The United States, Britain, France, Germany, Sweden, Poland, Finland, Latvia and Lithuania signed the memorandum of understanding for the membership, and more countries are due to come on board in July.

Host Finland — a militarily nonaligned EU member — has an 800-mile border with Russia, which has been accused of mounting so-called hybrid campaigns in the Ukraine conflict as well as of interfering in the U.S. presidential election.

Russia has denied interfering in the vote.

The center will be based in Helsinki and will form a network of experts for the participating countries. A steering group is due to hold its first meeting Wednesday. It is expected to have a team of 10 people working there by later this year.

“The center is a real boost for the cooperation between the EU and NATO. … Hybrid activities have become a permanent part of the European security environment,” Finnish Foreign Minister Timo Soini told a news conference.

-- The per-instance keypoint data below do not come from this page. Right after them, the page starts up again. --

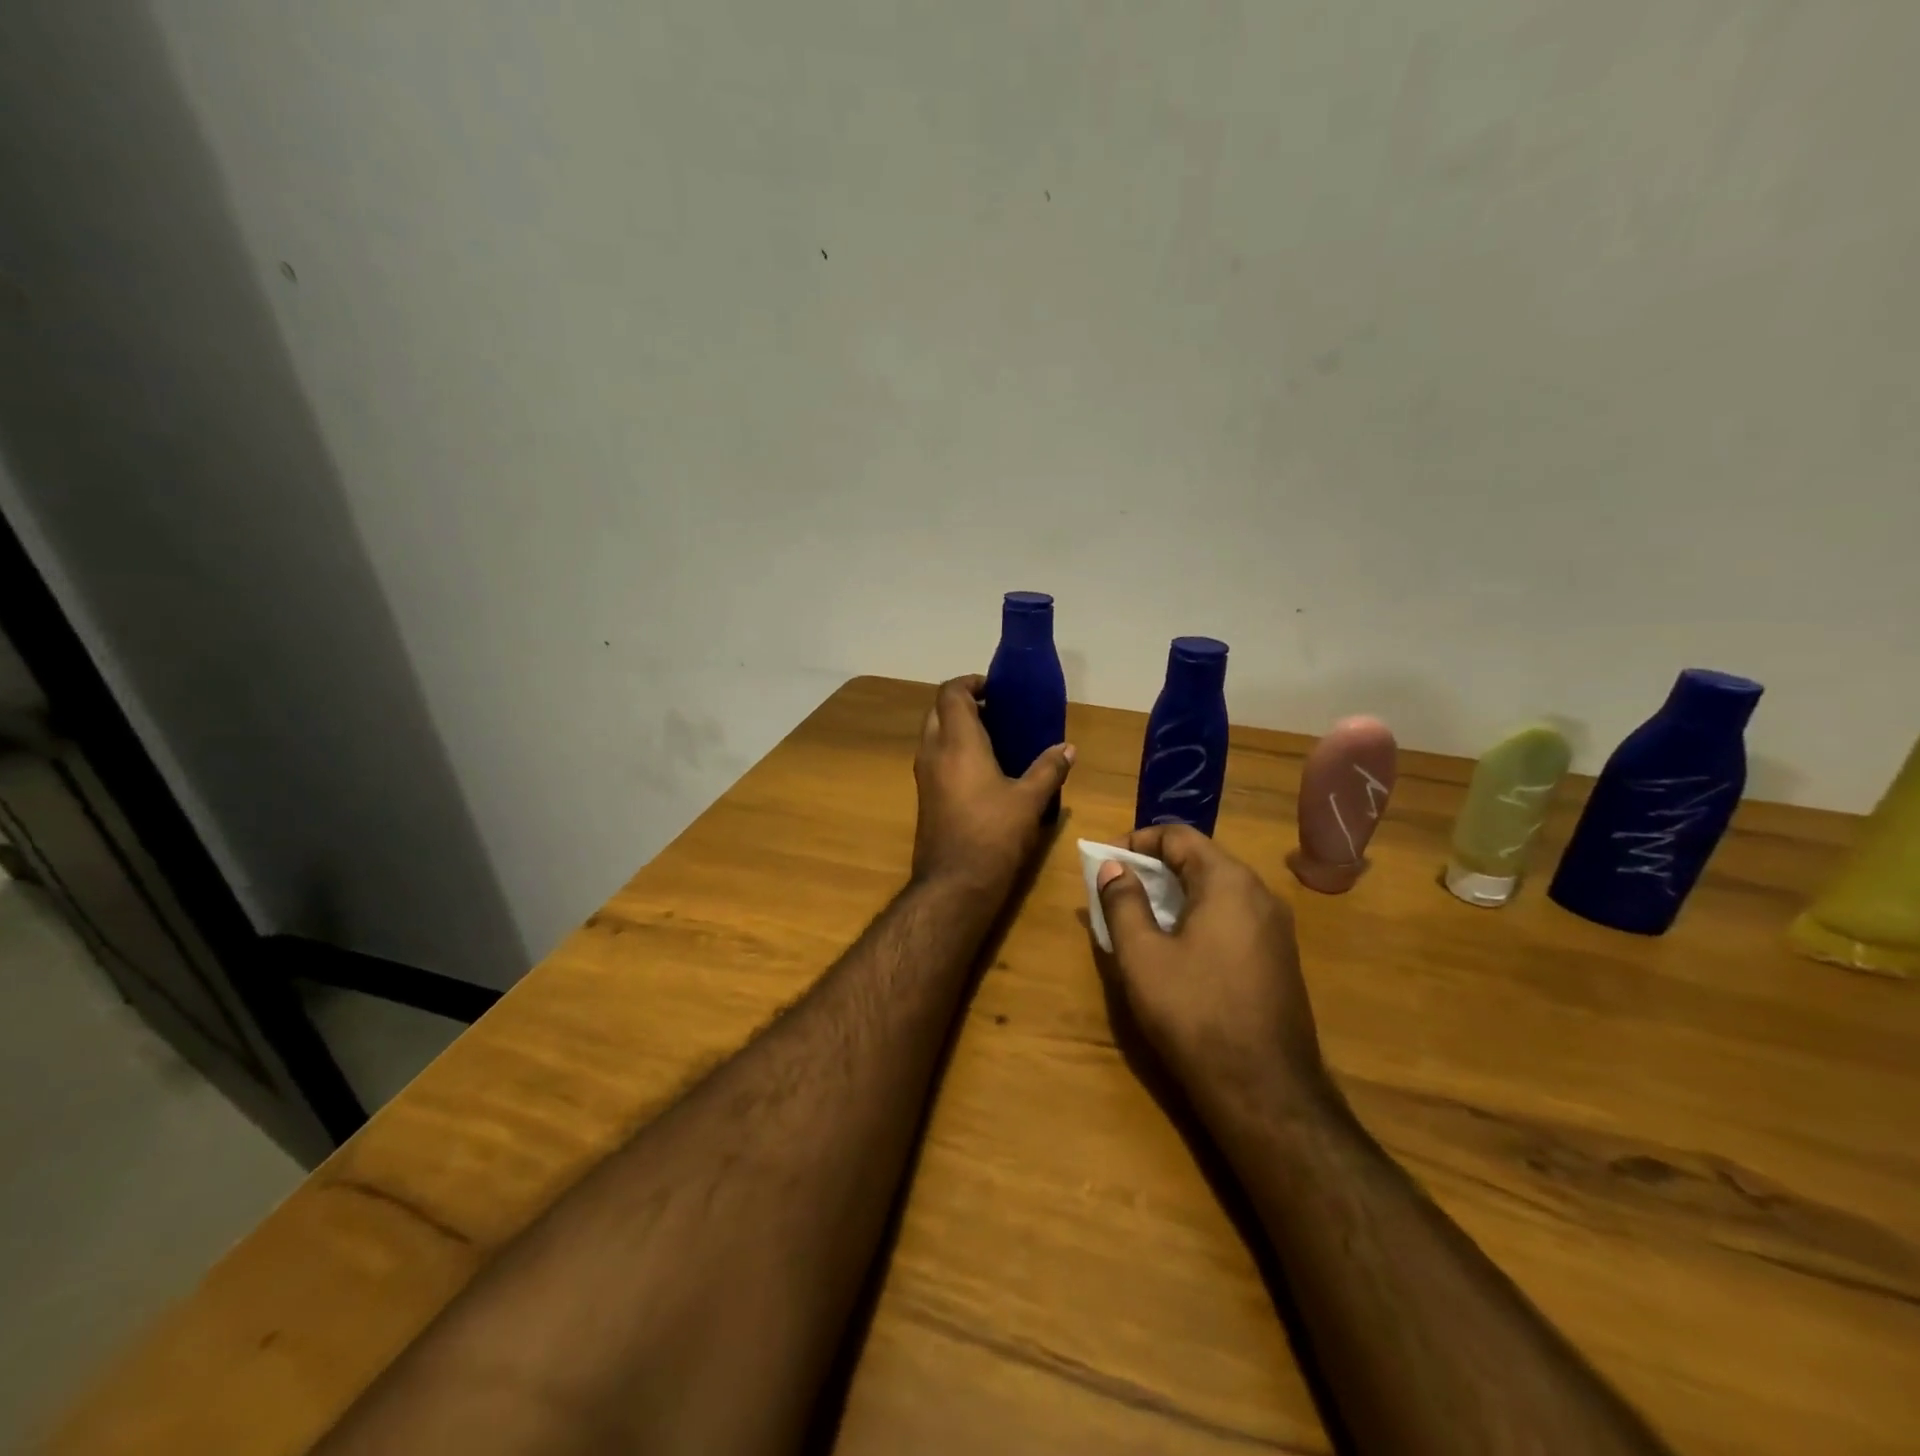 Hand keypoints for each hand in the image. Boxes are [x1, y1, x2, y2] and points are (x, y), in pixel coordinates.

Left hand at [912, 676, 1073, 896]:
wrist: (954, 885)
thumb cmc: (993, 835)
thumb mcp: (1030, 801)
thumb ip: (1049, 769)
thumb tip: (1068, 748)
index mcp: (957, 743)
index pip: (951, 693)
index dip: (970, 682)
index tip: (996, 689)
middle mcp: (933, 752)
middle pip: (938, 710)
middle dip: (964, 704)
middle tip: (997, 712)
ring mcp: (924, 776)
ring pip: (933, 735)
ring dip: (957, 728)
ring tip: (994, 739)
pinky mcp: (924, 797)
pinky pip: (935, 758)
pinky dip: (953, 751)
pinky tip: (983, 771)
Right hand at [1096, 825, 1332, 1121]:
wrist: (1265, 1091)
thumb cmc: (1194, 1013)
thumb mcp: (1143, 956)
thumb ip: (1123, 903)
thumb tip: (1114, 867)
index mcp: (1229, 882)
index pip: (1178, 836)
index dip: (1136, 841)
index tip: (1104, 860)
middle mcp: (1260, 894)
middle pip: (1201, 859)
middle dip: (1154, 867)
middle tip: (1116, 887)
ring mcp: (1276, 928)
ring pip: (1218, 890)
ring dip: (1175, 892)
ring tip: (1139, 915)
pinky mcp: (1279, 959)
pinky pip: (1233, 917)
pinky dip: (1199, 916)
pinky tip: (1177, 946) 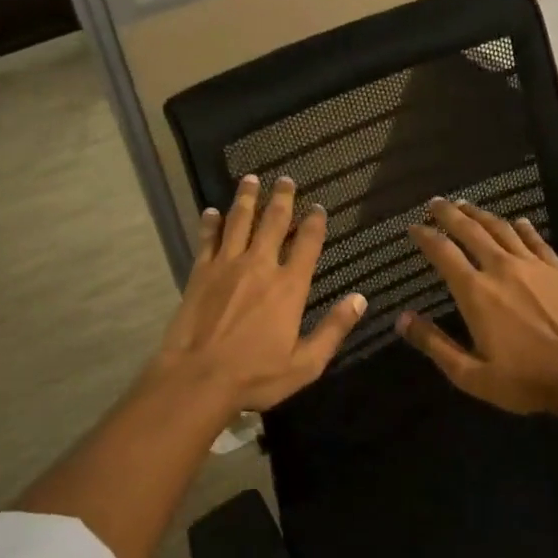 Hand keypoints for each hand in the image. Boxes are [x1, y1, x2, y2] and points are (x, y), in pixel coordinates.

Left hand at [153, 175, 365, 411]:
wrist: (197, 378)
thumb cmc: (255, 376)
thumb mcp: (305, 363)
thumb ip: (333, 329)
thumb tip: (360, 299)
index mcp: (289, 287)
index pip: (307, 244)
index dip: (314, 222)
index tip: (317, 207)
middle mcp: (260, 266)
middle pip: (273, 222)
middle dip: (282, 199)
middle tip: (285, 180)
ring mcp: (227, 266)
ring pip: (239, 221)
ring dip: (246, 198)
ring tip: (251, 179)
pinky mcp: (200, 272)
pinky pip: (207, 239)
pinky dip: (210, 223)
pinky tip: (211, 211)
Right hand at [398, 198, 557, 414]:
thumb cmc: (526, 380)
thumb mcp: (470, 374)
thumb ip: (435, 344)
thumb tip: (402, 320)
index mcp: (475, 292)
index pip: (443, 253)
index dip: (425, 236)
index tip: (413, 226)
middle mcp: (501, 268)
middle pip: (470, 231)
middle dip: (449, 214)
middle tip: (435, 202)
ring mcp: (533, 266)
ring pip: (501, 229)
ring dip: (480, 214)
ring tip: (466, 205)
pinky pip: (536, 240)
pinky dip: (523, 228)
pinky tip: (518, 221) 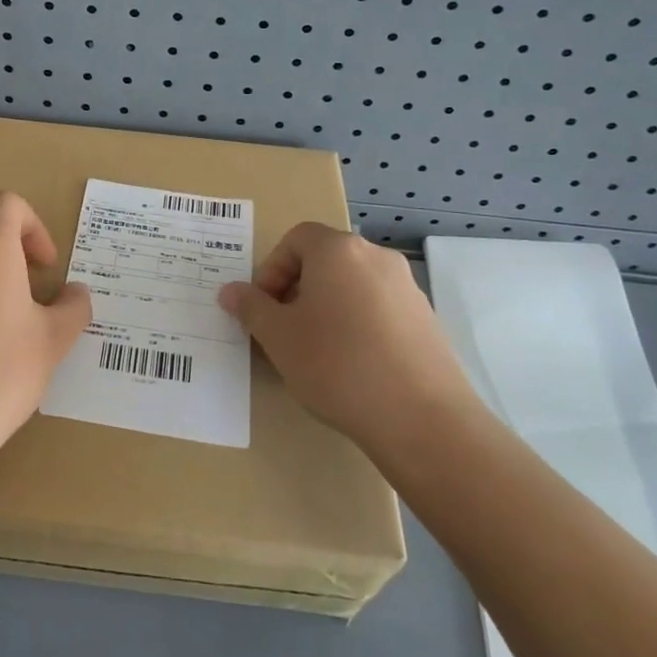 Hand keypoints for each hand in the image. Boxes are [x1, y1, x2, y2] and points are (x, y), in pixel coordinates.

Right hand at [219, 222, 472, 454]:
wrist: (422, 418)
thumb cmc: (337, 365)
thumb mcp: (278, 337)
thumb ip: (250, 307)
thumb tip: (230, 291)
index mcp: (338, 250)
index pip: (296, 238)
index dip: (272, 269)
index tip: (265, 308)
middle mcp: (376, 257)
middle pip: (325, 260)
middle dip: (297, 289)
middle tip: (284, 330)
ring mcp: (407, 287)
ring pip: (352, 285)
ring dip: (327, 307)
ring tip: (316, 352)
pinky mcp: (426, 319)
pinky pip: (379, 308)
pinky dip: (358, 324)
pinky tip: (353, 366) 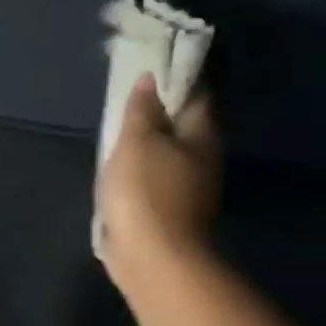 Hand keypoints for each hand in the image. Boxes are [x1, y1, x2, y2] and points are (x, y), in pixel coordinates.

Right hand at [97, 74, 220, 294]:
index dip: (176, 78)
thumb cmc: (145, 191)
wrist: (154, 258)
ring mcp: (189, 188)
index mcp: (201, 135)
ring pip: (170, 153)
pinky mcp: (170, 211)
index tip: (152, 67)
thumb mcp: (136, 141)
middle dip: (162, 112)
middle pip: (185, 125)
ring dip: (151, 143)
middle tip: (130, 100)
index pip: (196, 94)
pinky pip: (156, 179)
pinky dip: (143, 170)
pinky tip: (123, 170)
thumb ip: (142, 110)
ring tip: (121, 134)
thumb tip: (150, 80)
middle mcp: (204, 158) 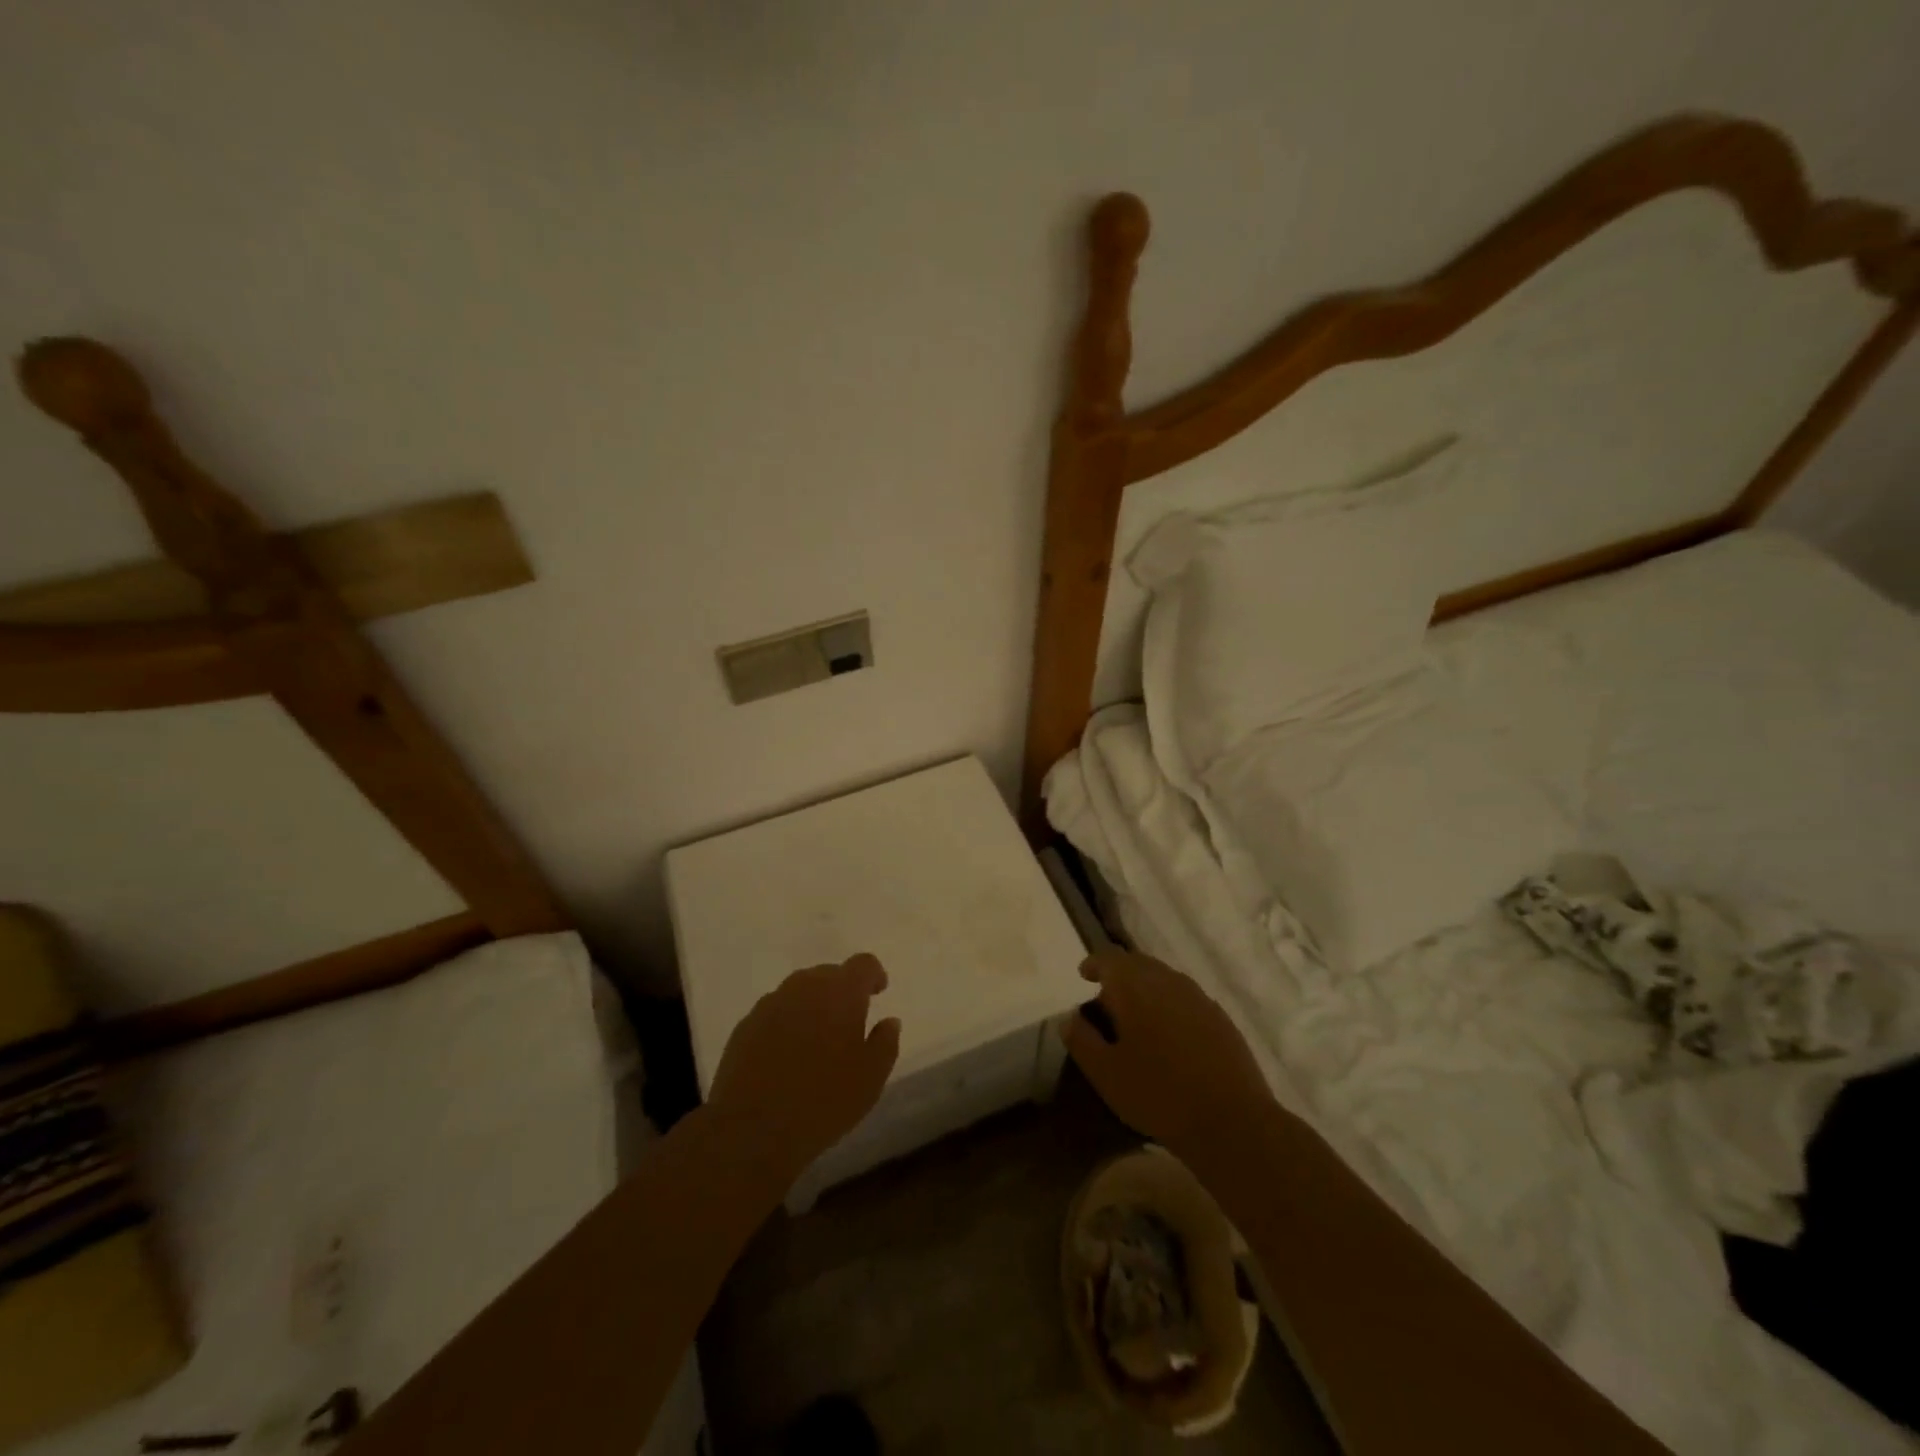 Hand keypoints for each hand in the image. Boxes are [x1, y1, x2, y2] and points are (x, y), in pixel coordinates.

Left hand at [705, 954, 900, 1186]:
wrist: (752, 1130)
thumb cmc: (823, 1101)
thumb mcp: (871, 1078)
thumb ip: (885, 1042)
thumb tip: (889, 1021)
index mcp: (841, 993)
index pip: (863, 964)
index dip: (873, 975)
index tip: (878, 992)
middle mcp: (804, 987)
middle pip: (829, 974)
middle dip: (842, 991)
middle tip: (848, 1022)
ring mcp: (770, 1004)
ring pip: (799, 991)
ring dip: (812, 1006)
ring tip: (817, 1040)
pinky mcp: (745, 1025)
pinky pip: (774, 1013)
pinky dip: (786, 1023)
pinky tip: (787, 1055)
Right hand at [1061, 950, 1272, 1155]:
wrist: (1231, 1121)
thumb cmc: (1158, 1094)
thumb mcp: (1105, 1073)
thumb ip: (1082, 1039)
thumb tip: (1069, 1017)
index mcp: (1134, 987)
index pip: (1110, 958)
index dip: (1095, 963)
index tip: (1084, 976)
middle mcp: (1167, 981)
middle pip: (1138, 963)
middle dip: (1120, 973)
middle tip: (1107, 997)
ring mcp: (1198, 998)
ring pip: (1164, 978)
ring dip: (1146, 987)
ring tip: (1136, 1015)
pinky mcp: (1220, 1018)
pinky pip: (1186, 997)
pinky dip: (1170, 1003)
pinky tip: (1169, 1033) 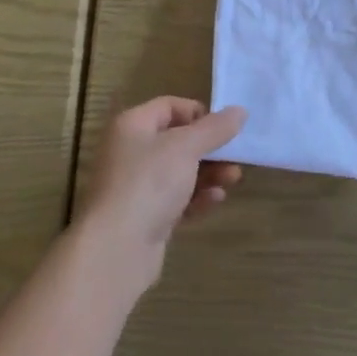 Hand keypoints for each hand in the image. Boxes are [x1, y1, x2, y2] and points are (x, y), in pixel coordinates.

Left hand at [75, 97, 244, 286]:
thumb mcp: (186, 147)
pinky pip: (176, 200)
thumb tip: (239, 111)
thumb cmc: (149, 183)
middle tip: (236, 156)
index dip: (198, 113)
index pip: (169, 106)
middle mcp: (130, 152)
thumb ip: (215, 128)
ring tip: (233, 179)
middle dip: (210, 148)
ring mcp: (136, 187)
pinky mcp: (144, 217)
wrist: (117, 249)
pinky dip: (196, 198)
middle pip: (177, 141)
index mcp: (132, 125)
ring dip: (209, 173)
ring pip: (179, 172)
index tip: (224, 127)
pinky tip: (216, 200) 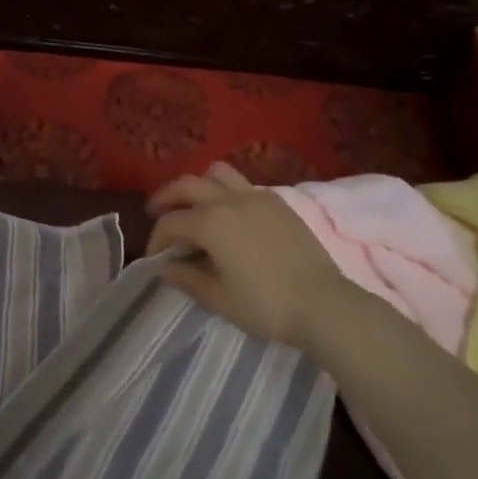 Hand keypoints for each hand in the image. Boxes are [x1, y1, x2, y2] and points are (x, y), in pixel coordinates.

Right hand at [145, 162, 354, 351]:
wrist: (323, 304)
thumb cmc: (266, 305)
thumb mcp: (219, 298)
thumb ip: (187, 279)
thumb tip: (165, 268)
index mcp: (211, 222)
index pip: (171, 223)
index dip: (156, 240)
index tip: (154, 259)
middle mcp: (230, 200)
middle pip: (188, 185)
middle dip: (167, 197)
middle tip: (157, 212)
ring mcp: (257, 196)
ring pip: (217, 173)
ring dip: (198, 185)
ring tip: (193, 205)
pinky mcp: (278, 203)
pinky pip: (243, 184)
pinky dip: (226, 191)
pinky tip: (229, 216)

Finland last year voiced concern about what it sees as an intensifying propaganda attack against it by the Kremlin. Germany has also reported a rise in Russian disinformation campaigns and targeted cyberattacks.

Soini said the new center was aimed at raising awareness of hybrid threats and societies’ vulnerabilities that can be exploited in hybrid operations.

“The use of hybrid strategies puts the internal cohesion and resilience of our societies to the test,” he said. “What is needed in response is not only state, but societal resilience, a comprehensive approach to security.”

The annual budget of the center is initially about €1.5 million (U.S. $1.6 million), with Finland providing half the funding and the rest covered by members.